Segment Start: Recorded data

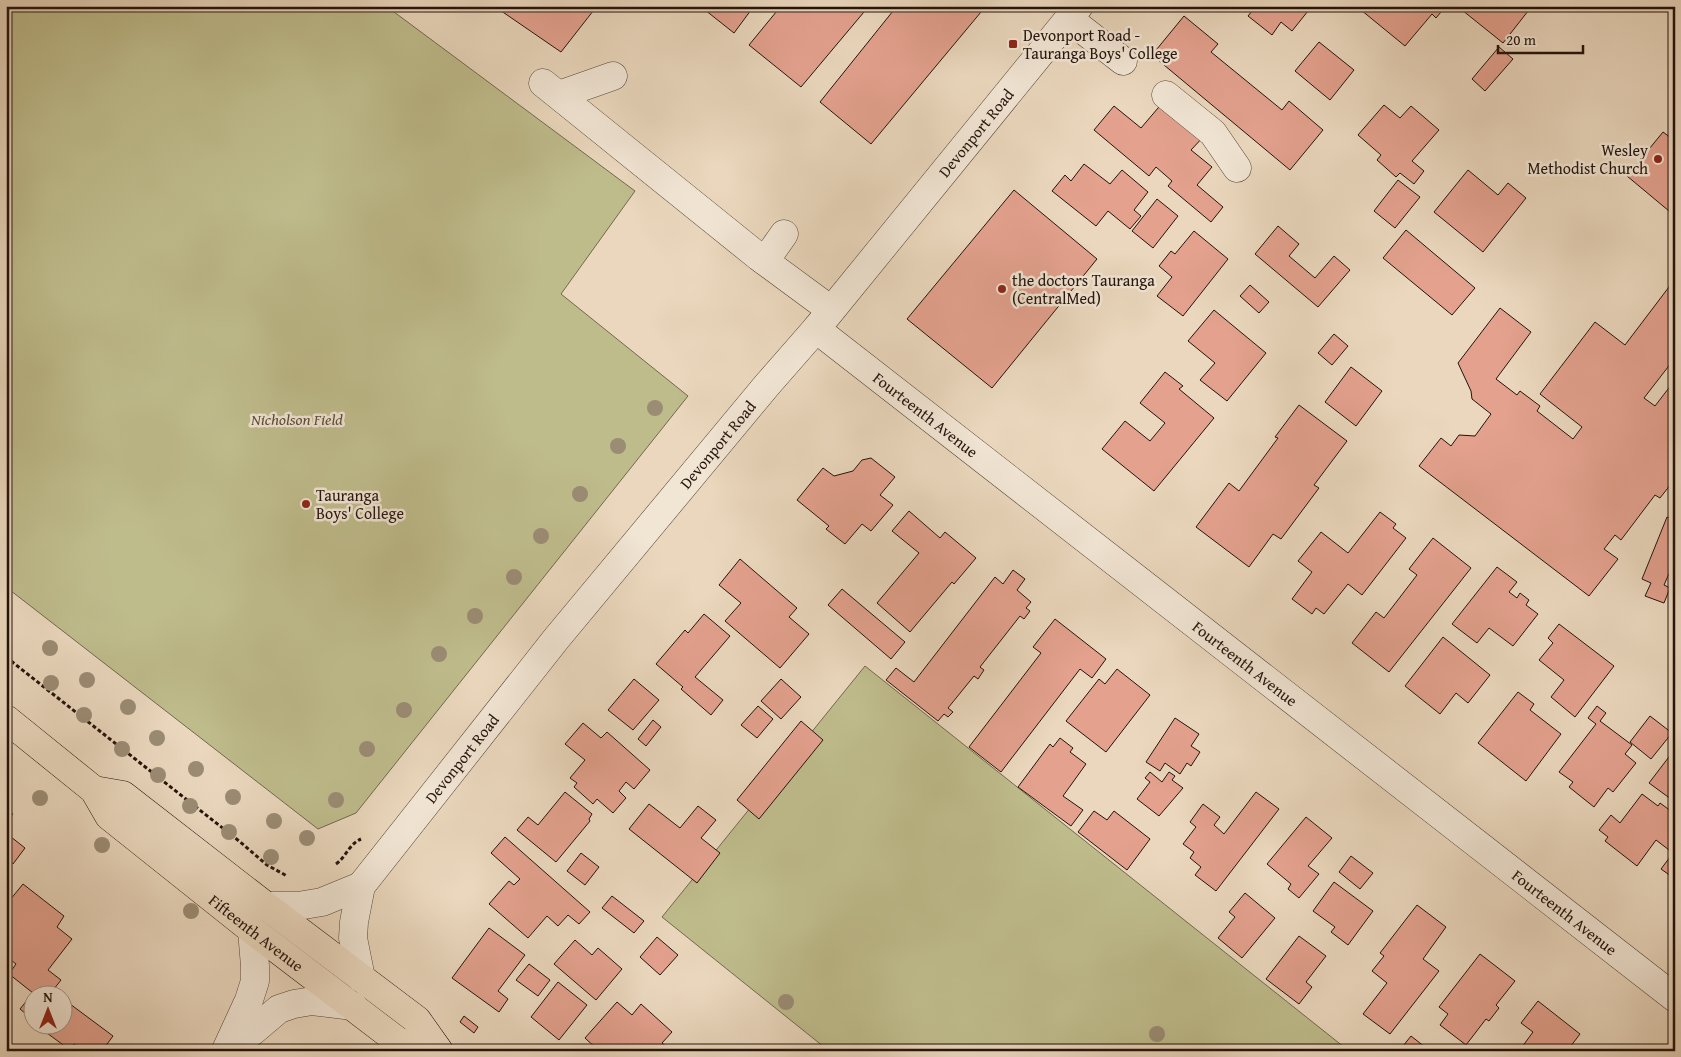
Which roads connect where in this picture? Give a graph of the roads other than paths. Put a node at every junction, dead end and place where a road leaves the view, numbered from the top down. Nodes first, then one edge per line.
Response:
1 (1074, 13) edge
2 (1123, 61) dead end
3 (613, 76) dead end
4 (1166, 95) dead end
5 (1237, 168) dead end
6 (784, 234) dead end
7 (765, 261) junction
8 (823, 319) junction
9 (6, 719) edge
10 (94, 790) junction
11 (361, 886) junction
12 (266, 906) junction
13 (252, 930) junction
14 (361, 978) junction
15 (1675, 998) edge
16 (354, 1006) junction
17 (226, 1050) edge
18 (438, 1050) edge

1 - 2 street
1 - 8 street, Devonport Road
3 - 7 street, Fourteenth Avenue
4 - 5 street
6 - 7 street
7 - 8 street, Fourteenth Avenue
8 - 11 street, Devonport Road
8 - 15 street, Fourteenth Avenue
9 - 10 main road, Fifteenth Avenue
10 - 12 main road, Fifteenth Avenue
10 - 13 main road, Fifteenth Avenue
11 - 12 street, Devonport Road
11 - 14 street, Devonport Road
12 - 14 main road, Fifteenth Avenue
13 - 16 main road, Fifteenth Avenue
13 - 17 street
14 - 18 main road, Fifteenth Avenue
16 - 17 street
16 - 18 main road, Fifteenth Avenue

Segment End: Recorded data

** Task objective **
Your answer must be an exact transcription of the records above, minus the pictures.

** Finished task **
Which roads connect where in this picture? Give a graph of the roads other than paths. Put a node at every junction, dead end and place where a road leaves the view, numbered from the top down. Nodes first, then one edge per line.
Response:
1 (1074, 13) edge
2 (1123, 61) dead end
3 (613, 76) dead end
4 (1166, 95) dead end
5 (1237, 168) dead end
6 (784, 234) dead end
7 (765, 261) junction
8 (823, 319) junction
9 (6, 719) edge
10 (94, 790) junction
11 (361, 886) junction
12 (266, 906) junction
13 (252, 930) junction
14 (361, 978) junction
15 (1675, 998) edge
16 (354, 1006) junction
17 (226, 1050) edge
18 (438, 1050) edge

1 - 2 street
1 - 8 street, Devonport Road
3 - 7 street, Fourteenth Avenue
4 - 5 street
6 - 7 street
7 - 8 street, Fourteenth Avenue
8 - 11 street, Devonport Road
8 - 15 street, Fourteenth Avenue
9 - 10 main road, Fifteenth Avenue
10 - 12 main road, Fifteenth Avenue
10 - 13 main road, Fifteenth Avenue
11 - 12 street, Devonport Road
11 - 14 street, Devonport Road
12 - 14 main road, Fifteenth Avenue
13 - 16 main road, Fifteenth Avenue
13 - 17 street
14 - 18 main road, Fifteenth Avenue
16 - 17 street
16 - 18 main road, Fifteenth Avenue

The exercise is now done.